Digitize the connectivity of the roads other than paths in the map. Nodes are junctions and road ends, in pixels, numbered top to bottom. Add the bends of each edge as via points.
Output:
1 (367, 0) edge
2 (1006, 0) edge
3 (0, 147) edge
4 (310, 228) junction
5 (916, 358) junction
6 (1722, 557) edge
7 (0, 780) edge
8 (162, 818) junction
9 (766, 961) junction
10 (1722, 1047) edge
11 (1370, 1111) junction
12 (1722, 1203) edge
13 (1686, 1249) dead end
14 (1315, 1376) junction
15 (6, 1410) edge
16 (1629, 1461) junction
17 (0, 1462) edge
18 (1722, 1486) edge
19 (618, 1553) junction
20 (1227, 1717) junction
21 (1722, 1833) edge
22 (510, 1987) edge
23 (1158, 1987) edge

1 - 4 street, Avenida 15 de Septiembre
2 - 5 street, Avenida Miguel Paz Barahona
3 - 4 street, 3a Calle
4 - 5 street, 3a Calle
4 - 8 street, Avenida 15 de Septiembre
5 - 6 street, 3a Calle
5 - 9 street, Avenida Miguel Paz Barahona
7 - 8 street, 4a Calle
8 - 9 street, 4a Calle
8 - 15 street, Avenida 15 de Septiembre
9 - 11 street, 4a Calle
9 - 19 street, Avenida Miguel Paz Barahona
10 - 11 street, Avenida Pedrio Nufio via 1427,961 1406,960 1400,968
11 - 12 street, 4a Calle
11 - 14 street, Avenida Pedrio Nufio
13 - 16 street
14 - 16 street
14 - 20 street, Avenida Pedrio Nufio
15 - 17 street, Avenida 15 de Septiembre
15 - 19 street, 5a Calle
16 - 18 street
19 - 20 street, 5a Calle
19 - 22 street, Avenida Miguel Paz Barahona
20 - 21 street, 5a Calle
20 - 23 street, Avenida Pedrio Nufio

■ ■ ■

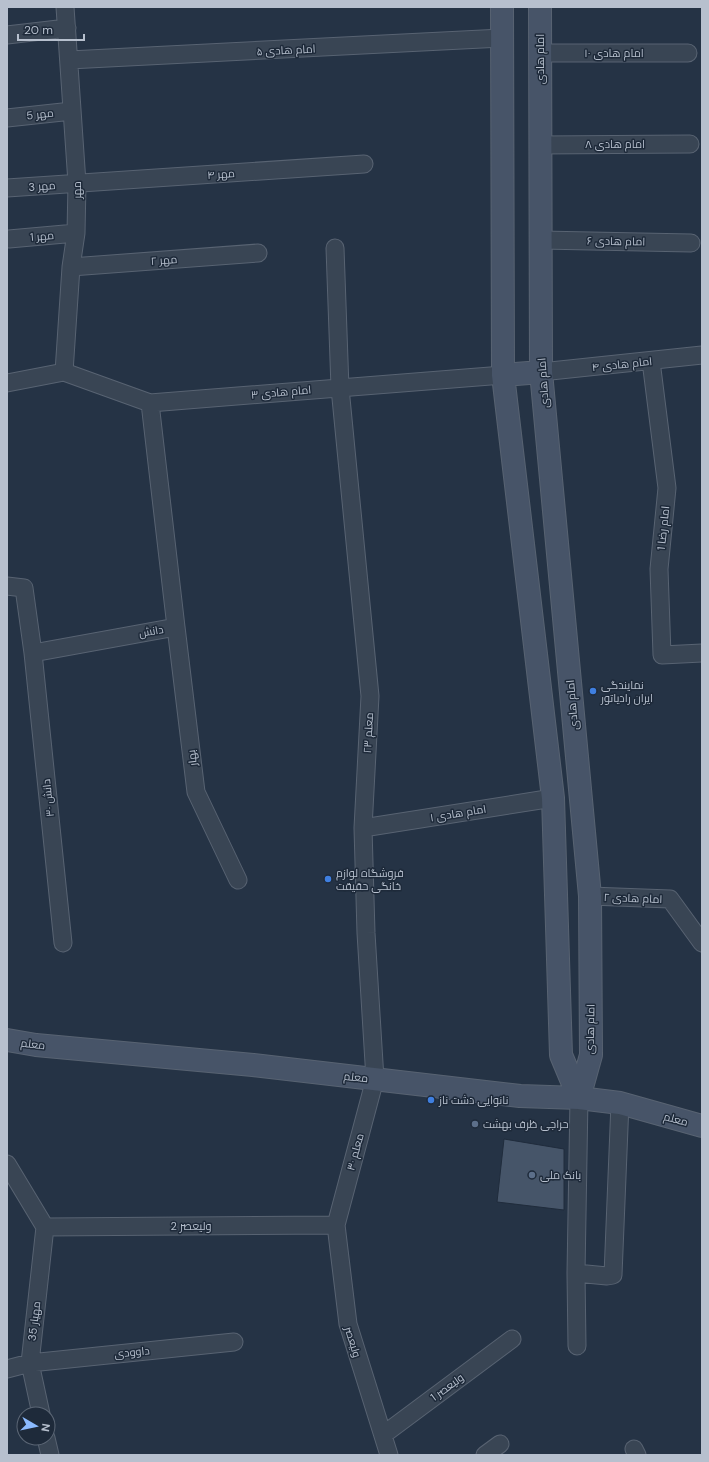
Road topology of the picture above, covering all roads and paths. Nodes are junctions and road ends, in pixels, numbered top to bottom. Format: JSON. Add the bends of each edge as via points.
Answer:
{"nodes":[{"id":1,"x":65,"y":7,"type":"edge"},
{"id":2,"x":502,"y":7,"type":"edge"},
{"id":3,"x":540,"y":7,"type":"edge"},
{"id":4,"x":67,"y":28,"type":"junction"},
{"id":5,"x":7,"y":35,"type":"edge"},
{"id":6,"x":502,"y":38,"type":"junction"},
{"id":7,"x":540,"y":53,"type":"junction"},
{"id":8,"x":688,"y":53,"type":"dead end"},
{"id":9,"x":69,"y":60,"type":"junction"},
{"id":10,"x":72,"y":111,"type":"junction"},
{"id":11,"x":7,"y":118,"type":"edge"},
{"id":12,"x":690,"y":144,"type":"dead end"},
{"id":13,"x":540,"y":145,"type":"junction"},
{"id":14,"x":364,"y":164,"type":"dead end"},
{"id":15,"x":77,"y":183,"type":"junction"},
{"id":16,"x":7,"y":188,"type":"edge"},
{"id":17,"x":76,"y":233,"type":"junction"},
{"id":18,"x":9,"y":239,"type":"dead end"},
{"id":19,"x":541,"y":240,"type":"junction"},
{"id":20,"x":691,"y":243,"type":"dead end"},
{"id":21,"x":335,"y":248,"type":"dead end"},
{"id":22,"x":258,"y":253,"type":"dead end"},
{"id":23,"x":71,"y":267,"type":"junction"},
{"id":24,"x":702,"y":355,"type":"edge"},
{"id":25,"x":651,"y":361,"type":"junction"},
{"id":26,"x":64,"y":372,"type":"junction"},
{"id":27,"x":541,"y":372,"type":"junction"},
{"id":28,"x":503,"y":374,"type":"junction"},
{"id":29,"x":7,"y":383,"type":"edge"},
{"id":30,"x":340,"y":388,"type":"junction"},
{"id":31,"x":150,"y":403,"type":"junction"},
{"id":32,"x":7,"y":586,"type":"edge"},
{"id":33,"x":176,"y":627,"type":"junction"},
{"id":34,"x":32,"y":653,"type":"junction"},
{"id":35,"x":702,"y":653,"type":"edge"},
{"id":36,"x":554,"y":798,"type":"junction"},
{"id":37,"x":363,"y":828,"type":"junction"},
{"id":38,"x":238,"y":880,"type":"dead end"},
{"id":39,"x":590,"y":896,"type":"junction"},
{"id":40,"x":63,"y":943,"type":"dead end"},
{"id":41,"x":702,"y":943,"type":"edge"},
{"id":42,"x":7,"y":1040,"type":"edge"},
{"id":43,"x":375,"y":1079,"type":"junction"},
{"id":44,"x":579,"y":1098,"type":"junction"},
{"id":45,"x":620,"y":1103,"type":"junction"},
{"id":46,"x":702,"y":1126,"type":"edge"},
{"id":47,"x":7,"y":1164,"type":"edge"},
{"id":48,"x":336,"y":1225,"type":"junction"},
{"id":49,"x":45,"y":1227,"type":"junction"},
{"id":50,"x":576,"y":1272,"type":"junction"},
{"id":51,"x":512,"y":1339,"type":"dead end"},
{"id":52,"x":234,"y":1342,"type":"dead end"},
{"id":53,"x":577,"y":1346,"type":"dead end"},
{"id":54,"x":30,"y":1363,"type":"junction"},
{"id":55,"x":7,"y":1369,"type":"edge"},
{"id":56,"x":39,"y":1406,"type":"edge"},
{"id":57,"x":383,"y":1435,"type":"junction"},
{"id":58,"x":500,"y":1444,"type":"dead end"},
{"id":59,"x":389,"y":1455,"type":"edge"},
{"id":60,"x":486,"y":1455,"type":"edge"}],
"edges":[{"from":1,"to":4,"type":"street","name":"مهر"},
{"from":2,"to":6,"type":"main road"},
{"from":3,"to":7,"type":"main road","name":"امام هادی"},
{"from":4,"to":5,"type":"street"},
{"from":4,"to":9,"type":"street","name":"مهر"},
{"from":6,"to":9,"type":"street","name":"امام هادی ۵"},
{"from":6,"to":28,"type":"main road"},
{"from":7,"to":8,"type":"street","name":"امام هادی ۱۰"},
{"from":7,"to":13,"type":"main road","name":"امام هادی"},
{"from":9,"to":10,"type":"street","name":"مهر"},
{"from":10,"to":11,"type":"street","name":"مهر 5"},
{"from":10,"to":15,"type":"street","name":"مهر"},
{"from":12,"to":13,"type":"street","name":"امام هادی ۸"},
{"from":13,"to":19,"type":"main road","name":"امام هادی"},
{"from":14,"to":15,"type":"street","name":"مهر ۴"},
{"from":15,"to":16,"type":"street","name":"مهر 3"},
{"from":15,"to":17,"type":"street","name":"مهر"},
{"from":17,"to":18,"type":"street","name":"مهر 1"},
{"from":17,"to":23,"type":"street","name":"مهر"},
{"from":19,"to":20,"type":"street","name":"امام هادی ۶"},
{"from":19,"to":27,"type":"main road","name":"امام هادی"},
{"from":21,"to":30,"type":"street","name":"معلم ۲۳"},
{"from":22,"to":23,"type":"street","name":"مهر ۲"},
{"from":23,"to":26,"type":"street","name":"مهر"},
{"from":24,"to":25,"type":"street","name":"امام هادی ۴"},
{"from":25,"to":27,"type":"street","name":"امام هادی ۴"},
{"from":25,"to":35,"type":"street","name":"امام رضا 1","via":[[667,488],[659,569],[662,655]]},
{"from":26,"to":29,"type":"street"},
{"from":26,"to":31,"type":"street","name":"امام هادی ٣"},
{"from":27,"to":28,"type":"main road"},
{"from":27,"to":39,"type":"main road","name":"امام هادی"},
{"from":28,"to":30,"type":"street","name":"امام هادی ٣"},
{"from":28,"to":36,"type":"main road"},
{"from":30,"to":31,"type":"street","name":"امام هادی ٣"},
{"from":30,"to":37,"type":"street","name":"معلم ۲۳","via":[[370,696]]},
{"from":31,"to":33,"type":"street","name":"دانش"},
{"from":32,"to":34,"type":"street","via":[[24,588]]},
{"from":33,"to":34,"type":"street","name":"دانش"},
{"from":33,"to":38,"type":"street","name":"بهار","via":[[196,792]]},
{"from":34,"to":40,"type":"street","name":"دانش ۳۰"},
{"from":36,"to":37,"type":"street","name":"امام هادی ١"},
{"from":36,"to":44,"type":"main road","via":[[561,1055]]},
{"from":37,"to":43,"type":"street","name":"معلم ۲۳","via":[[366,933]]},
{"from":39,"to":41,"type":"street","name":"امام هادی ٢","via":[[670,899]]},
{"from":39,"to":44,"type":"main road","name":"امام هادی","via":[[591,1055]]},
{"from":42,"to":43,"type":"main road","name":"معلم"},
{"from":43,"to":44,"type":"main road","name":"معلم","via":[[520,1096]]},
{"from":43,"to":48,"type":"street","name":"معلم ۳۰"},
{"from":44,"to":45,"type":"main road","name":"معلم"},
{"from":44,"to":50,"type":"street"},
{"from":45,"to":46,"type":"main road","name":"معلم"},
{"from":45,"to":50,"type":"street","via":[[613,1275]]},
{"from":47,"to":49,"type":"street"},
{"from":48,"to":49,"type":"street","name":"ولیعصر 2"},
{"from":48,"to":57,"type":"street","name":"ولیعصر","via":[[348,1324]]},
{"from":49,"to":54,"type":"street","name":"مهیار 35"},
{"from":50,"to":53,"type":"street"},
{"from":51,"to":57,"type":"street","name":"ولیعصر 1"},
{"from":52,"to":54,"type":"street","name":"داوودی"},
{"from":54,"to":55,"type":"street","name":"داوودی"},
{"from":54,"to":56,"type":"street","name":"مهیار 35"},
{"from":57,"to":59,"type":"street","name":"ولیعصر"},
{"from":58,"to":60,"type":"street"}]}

■ ■ ■

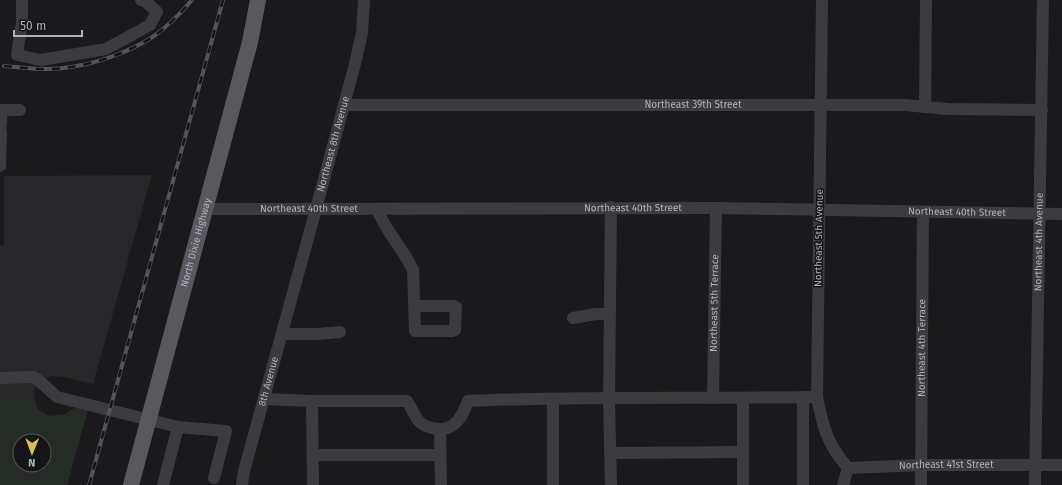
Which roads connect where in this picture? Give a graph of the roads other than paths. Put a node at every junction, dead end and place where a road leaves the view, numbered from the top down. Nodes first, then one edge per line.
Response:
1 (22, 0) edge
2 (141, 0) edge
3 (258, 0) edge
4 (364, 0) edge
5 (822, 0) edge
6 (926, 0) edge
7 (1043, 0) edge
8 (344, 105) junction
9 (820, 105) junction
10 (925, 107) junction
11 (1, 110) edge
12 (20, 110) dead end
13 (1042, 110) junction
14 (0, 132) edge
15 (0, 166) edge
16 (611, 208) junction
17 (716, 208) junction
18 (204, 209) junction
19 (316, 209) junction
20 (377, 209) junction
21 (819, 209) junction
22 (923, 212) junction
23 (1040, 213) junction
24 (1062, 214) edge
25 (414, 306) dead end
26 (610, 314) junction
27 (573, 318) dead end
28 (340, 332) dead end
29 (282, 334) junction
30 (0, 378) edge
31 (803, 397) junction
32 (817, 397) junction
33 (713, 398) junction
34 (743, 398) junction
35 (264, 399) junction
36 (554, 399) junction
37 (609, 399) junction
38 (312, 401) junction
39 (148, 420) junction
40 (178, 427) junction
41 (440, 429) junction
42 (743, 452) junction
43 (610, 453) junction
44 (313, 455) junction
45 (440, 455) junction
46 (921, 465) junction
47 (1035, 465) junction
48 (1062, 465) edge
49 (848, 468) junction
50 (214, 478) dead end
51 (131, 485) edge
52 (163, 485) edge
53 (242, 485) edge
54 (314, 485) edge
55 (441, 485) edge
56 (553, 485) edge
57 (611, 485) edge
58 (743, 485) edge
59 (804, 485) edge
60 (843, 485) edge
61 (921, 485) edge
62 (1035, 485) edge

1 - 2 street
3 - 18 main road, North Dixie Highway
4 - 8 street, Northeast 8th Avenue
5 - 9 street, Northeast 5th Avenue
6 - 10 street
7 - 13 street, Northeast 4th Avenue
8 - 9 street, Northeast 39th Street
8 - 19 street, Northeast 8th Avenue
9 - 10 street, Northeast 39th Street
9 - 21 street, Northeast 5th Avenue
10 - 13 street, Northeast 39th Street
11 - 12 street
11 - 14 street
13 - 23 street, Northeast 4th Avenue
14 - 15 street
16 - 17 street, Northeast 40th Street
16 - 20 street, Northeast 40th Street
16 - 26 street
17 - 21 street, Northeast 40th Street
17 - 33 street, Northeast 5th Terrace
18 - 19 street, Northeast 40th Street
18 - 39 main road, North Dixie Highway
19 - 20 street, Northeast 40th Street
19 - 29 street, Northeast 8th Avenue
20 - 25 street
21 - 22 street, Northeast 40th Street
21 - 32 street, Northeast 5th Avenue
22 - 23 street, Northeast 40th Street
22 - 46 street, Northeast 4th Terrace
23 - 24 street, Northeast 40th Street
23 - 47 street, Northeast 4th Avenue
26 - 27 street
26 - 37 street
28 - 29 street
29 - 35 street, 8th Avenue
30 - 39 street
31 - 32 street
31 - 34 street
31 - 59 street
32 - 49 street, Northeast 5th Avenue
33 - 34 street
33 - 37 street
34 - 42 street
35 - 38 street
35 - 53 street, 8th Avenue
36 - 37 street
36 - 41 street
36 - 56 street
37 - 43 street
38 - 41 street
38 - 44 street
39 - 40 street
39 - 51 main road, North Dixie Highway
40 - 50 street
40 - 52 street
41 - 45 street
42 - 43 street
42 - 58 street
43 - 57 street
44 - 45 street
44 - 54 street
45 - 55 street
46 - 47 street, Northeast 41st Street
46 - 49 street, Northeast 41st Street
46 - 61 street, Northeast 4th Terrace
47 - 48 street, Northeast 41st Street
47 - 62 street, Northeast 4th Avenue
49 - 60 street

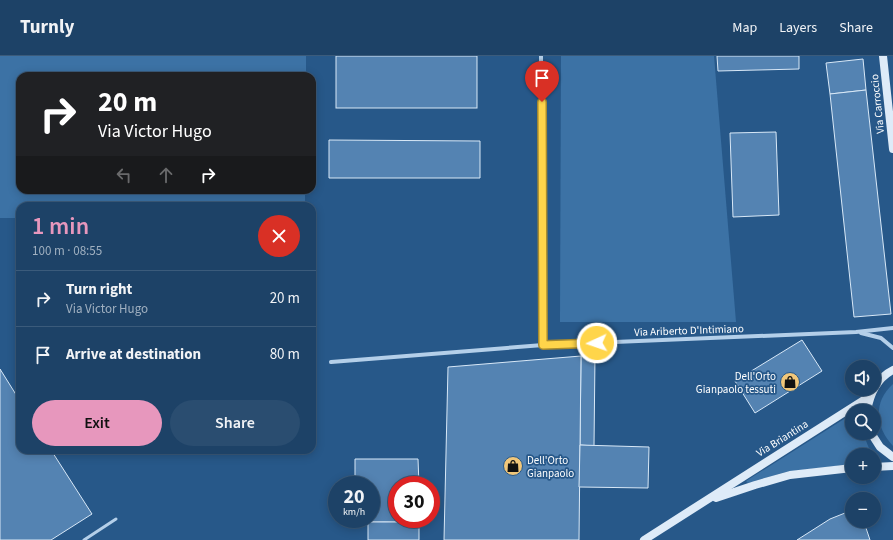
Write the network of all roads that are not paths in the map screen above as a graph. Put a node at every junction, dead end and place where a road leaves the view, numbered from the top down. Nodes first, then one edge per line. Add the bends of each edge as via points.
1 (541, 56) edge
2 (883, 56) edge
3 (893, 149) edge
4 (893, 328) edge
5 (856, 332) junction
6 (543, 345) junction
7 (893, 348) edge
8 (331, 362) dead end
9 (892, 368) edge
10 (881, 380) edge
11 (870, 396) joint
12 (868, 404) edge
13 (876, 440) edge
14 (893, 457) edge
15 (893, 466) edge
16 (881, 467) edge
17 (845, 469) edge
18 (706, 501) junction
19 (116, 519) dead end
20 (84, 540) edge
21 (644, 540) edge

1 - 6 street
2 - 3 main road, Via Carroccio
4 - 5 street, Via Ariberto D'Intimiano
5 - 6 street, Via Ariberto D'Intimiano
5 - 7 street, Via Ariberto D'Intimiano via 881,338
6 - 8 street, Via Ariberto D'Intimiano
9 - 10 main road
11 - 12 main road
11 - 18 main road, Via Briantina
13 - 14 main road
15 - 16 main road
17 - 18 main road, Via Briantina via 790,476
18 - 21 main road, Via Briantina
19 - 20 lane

■ ■ ■

**Activity**
Filter the records down to the lines containing the word "Ariberto", and copy those.

**Response**
4 - 5 street, Via Ariberto D'Intimiano
5 - 6 street, Via Ariberto D'Intimiano
5 - 7 street, Via Ariberto D'Intimiano via 881,338
6 - 8 street, Via Ariberto D'Intimiano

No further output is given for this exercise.